We know that we need to frequently reinvent and reinforce behavioural change interventions in order to be effective. This doesn’t just mean providing customers with access to a portal or mobile phone application. It means connecting via a range of channels and regularly changing the approach to make it interactive and valuable.

Modelling to meet future needs

In Victoria, Urban Water Strategies are prepared every five years, providing a 50-year outlook on how both water supply and demand will be managed. The last strategy prepared for metropolitan Melbourne was completed in 2017 and provided insight into how a range of climate change and population growth scenarios would impact the potential timing of introducing additional water supplies.

Under a worst-case climate change and population growth scenario, the 2017-2021 Urban Water Strategy predicted that we would have enough water until around 2028 – a scenario which is now more likely than the medium scenario, which predicted we would have enough water until 2043. Given these pressures, the long run marginal cost of water savings have dramatically increased. This in turn has meant that projects such as digital metering are now a potential major (and cost effective) contributor to water security. Recent modelling completed by Yarra Valley Water, South East Water and City West Water indicates that digital metering could save as much as 335GL over the next 25 years based on a conservative level of customer behavioural change. This is a positive projection which could help Melbourne as we plan to manage hotter and drier summers, population growth and the need to ensure that everyone has access to safe and reliable drinking water for years to come.
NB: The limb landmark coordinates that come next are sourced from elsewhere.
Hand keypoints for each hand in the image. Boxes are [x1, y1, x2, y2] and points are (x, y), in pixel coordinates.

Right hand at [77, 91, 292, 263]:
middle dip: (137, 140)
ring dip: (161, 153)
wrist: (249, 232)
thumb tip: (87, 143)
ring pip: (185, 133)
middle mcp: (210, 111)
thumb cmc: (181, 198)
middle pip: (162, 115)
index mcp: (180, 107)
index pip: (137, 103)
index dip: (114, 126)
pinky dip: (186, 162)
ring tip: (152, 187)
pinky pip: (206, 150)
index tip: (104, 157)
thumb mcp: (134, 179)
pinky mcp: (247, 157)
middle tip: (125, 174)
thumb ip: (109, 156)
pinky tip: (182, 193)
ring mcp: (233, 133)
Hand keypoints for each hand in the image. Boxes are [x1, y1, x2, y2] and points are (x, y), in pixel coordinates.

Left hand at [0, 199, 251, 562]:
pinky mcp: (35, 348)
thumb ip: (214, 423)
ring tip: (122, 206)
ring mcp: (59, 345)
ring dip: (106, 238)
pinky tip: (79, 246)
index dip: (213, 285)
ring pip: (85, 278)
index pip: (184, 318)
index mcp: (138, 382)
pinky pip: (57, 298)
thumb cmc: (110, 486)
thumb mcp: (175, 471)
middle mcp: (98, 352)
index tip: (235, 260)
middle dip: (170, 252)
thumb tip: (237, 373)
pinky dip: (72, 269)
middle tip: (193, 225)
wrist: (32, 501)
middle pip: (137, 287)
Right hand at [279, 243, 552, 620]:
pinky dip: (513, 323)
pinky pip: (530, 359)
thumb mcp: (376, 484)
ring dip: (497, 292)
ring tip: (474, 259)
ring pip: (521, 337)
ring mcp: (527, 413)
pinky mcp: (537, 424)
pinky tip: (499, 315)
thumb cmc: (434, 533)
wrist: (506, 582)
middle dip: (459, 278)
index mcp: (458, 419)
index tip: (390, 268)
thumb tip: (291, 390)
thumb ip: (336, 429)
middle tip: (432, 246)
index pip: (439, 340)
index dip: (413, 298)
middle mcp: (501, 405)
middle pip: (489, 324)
Key learnings and success factors

Some of the key learnings we can share from our work to date include:

  • Customer experience research and design is extremely important. Digital metering presents a unique opportunity to redefine the entire metering and billing experience, ensuring we meet customer needs and can adapt as they change. This is an iterative process and small-scale customer trials are a great way to test whether the designed experience is hitting the mark.
  • Reliable and continuous device connectivity is critically important as digital metering is rolled out and the number of IoT (Internet of Things) sensor devices increases. Yarra Valley Water made a decision that these communication services should be provided by a specialist organisation such as a telecommunications provider. We have also decided to leverage open standards technologies to maximise our access to the global ecosystem of products and minimise the risk of a lack of backwards compatibility.
  • Despite the hype around IoT, many of the technologies are still in their infancy (first generation). Key hardware and software components such as communications modules, SIM cards, and communication and security protocols will significantly improve over time. Partnerships with technology vendors ensure user requirements are well understood and ultimately fast tracks product enhancements and shortens development cycles.
  • When considering a program of this magnitude, it is important follow a gated process. Gating ensures that the organisation has the flexibility to fail fast, learn, and reorient quickly. It also ensures that success or failure occurs in bite sized chucks - providing a higher level of assurance that the investments being made are prudent and efficient.
  • A key focus is ensuring customer bills are not impacted adversely. This is particularly challenging as the costs and benefits do not occur at the same time due to the duration of the rollout - requiring careful consideration on how to accommodate within the 5 year regulatory window.